NASA awards advanced development grants for Space Launch System heavy-lift rocket

WASHINGTON, 15 Jan. 2013. NASA executives awarded roughly $2.25 million in grants for advanced development activities related to the Space Launch System (SLS) heavy-lift rocket.

Nine universities will shared in the grant funds under this NASA Research Announcement, designed to deliver innovative and affordable solutions to evolve the launch vehicle from its initial lift capability to a larger, future version of the rocket, which will carry humans farther into deep space. The period of performance for these grants will be one year with as many as two one-year options.

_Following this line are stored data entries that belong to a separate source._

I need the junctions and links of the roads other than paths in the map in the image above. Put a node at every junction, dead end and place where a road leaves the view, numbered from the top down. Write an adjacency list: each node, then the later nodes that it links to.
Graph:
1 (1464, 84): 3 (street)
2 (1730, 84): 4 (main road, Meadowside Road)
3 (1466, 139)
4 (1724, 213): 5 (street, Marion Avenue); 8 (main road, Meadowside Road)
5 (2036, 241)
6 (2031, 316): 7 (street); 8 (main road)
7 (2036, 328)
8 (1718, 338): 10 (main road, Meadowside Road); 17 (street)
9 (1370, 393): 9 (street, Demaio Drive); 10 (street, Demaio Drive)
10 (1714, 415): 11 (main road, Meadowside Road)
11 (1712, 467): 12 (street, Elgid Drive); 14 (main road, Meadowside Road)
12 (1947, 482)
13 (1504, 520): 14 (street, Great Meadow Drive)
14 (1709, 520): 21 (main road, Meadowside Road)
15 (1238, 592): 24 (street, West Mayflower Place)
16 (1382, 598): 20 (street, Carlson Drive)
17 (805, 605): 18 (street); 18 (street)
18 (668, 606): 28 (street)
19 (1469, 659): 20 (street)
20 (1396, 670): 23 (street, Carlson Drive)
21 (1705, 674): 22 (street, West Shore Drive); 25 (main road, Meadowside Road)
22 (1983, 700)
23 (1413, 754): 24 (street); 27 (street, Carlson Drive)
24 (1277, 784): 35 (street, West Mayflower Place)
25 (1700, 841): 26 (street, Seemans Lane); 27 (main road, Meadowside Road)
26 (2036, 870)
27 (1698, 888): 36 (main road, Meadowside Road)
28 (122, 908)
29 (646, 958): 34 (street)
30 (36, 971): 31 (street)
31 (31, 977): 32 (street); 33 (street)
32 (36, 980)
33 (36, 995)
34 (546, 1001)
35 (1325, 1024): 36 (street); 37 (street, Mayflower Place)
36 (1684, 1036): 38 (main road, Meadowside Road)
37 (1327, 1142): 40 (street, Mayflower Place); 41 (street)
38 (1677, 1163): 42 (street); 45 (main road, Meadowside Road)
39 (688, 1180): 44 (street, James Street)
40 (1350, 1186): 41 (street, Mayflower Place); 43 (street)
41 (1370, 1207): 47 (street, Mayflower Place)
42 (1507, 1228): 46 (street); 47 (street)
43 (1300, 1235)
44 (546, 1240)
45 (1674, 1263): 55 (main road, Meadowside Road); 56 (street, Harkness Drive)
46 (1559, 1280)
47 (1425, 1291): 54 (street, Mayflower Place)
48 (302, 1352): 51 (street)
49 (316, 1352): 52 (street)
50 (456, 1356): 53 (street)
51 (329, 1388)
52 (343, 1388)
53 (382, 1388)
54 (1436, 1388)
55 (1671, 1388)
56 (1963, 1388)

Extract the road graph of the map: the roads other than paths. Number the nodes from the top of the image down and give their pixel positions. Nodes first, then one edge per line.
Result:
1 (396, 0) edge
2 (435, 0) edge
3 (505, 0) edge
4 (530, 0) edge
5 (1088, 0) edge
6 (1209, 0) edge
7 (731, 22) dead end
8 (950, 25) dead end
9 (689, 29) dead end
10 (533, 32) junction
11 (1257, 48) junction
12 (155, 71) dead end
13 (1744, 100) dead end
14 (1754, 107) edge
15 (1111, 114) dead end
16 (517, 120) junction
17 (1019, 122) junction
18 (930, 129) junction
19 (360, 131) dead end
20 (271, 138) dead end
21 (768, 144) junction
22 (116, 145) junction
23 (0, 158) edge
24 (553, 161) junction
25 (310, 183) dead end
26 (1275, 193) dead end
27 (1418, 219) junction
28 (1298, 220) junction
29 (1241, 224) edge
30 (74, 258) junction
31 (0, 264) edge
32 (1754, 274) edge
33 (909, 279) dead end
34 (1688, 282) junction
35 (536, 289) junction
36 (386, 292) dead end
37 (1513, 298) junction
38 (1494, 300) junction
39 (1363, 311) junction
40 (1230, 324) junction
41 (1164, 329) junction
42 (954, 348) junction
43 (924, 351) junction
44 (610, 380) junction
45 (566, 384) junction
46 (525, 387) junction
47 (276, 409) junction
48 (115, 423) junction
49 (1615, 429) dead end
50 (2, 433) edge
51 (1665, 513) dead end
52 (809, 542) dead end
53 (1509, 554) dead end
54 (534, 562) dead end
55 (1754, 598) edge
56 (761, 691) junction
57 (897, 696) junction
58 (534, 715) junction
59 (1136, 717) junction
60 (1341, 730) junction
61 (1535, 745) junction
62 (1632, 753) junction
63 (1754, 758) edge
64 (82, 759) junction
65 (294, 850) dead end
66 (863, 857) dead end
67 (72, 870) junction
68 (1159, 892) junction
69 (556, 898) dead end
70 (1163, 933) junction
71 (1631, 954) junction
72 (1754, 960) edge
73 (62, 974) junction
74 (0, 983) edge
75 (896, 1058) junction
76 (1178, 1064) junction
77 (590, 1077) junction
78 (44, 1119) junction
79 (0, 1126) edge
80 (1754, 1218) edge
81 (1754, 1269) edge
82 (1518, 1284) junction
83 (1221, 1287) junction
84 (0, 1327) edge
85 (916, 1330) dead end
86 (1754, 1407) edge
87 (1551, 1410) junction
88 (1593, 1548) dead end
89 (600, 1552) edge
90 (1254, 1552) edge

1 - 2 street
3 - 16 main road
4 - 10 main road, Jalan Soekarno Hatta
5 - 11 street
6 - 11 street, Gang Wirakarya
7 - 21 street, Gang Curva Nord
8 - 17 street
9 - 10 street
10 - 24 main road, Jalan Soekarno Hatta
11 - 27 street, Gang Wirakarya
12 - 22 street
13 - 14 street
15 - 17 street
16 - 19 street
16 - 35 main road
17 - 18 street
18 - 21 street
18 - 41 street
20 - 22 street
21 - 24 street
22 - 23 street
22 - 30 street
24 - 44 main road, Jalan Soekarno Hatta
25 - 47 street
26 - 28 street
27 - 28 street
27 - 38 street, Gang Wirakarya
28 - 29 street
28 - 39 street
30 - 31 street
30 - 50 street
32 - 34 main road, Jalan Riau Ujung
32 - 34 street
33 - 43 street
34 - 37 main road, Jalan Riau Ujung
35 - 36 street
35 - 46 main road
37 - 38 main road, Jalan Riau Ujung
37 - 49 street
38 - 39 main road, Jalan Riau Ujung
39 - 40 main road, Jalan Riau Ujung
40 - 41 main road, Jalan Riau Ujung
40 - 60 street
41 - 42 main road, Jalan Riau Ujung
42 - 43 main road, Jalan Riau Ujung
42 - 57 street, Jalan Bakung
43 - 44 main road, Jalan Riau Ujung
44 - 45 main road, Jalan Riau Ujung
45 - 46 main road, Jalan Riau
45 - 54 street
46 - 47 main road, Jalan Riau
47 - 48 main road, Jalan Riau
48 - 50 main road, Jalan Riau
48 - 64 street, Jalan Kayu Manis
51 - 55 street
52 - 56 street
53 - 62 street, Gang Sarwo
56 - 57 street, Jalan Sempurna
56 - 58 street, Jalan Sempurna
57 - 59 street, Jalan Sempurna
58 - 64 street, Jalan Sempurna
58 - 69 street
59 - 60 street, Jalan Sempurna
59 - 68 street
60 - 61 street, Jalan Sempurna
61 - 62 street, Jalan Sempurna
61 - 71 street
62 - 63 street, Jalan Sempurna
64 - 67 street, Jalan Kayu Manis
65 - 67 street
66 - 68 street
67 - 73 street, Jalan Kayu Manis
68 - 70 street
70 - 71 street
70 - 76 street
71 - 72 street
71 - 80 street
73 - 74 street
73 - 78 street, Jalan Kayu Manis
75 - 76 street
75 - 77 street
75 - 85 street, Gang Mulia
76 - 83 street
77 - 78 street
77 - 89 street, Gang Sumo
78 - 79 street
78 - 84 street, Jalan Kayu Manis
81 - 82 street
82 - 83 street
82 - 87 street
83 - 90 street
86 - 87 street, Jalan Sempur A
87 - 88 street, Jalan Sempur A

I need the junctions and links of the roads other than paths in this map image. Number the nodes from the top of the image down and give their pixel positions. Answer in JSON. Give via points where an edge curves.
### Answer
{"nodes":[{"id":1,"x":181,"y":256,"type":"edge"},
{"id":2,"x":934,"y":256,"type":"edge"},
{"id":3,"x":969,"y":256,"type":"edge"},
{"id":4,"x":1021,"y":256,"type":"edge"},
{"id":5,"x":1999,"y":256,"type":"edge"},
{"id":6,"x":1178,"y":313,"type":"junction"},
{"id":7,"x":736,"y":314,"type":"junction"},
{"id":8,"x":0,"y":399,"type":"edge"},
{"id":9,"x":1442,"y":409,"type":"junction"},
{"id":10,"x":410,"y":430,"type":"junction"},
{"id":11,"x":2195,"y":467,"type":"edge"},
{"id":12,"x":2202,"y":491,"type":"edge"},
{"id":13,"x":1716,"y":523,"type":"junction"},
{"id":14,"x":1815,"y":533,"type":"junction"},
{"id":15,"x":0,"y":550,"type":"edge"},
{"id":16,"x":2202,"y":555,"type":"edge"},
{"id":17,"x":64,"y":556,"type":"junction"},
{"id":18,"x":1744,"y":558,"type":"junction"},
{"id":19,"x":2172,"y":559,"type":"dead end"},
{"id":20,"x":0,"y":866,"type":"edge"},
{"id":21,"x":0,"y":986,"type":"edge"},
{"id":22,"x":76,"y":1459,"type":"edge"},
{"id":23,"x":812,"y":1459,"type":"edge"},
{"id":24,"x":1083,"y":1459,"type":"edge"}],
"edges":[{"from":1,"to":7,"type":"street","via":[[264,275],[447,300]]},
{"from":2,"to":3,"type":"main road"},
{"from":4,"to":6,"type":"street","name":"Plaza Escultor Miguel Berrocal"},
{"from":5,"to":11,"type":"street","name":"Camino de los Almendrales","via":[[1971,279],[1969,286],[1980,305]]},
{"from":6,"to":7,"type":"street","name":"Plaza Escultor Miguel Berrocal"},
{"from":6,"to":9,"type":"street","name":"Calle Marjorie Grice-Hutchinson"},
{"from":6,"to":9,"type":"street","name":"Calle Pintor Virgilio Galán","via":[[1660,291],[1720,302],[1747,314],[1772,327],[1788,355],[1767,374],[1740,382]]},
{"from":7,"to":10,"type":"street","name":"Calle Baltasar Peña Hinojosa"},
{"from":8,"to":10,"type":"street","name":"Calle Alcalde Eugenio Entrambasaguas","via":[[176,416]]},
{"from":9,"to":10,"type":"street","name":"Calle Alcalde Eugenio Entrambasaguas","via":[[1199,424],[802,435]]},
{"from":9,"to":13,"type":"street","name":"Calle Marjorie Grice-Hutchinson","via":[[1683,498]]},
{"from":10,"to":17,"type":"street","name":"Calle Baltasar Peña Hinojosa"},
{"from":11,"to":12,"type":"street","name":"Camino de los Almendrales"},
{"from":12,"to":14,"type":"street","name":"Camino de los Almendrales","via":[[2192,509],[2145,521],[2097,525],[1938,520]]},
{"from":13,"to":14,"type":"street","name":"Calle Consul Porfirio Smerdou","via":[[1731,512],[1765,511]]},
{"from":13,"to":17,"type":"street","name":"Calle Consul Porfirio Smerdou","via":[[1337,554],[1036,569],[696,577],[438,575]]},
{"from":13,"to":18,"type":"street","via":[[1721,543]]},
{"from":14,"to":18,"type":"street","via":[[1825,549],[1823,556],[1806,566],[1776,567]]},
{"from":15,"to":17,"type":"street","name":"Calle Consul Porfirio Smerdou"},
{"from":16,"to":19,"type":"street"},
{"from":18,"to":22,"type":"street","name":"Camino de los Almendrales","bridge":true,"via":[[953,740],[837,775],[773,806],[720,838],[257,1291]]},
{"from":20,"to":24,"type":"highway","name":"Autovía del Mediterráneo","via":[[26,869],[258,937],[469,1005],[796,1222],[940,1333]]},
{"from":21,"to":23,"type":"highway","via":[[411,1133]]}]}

"Partnering with academia on SLS advanced concepts brings new ideas and vitality to NASA and expands the SLS team of rocket scientists beyond just the agency," says William Gerstenmaier, associate administrator for Human Exploration and Operations at NASA Headquarters in Washington.

NASA sought proposals in a variety of areas, including concept development, avionics, trades and analyses, propulsion, structures, materials, manufacturing, and software.

The selected proposals include:

-- "High Electric Density Device for Aerospace Applications," Auburn University

-- "Challenges Towards Improved Friction Stir Welds Using On-line Sensing of Weld Quality," Louisiana State University

-- "A New Modeling Approach for Rotating Cavitation Instabilities in Rocket Engine Turbopumps," Massachusetts Institute of Technology

-- "Algorithmic Enhancements for High-Resolution Hybrid RANS-LES Using Loci-CHEM," Mississippi State University

-- "Characterization of Aluminum/Alumina/Carbon Interactions under Simulated Rocket Motor Conditions," Pennsylvania State University

-- "Development of Subcritical Atomization Models in the Loci Framework for Liquid Rocket Injectors," University of Florida

-- "Validation of Supersonic Film Cooling Numerical Simulations Using Detailed Measurements and Novel Diagnostics," University of Maryland

-- "Advanced LES and Laser Diagnostics to Model Transient Combustion-Dynamical Processes in Rocket Engines: Prediction of Flame Stabilization and Combustion-Instabilities," University of Michigan

-- "Acoustic Emission-Based Health Monitoring of Space Launch System Structures," University of Utah

"As we make tangible progress on the initial launch vehicle, our advanced development team is formulating concepts for an evolved version of the rocket," explains Todd May, SLS Program manager at NASA's Marshall Space Flight Center in Huntsville, Ala.

The SLS is designed to be flexible for launching payloads and spacecraft, including NASA's Orion Multi-Purpose Crew Vehicle, which will take humans beyond low-Earth orbit. The rocket will enable deep-space exploration goals and create new possibilities for scientific discovery.

The first flight test of NASA's SLS, which will feature a configuration for a 77-ton lift capacity, is scheduled for 2017 from NASA's Kennedy Space Center, Fla.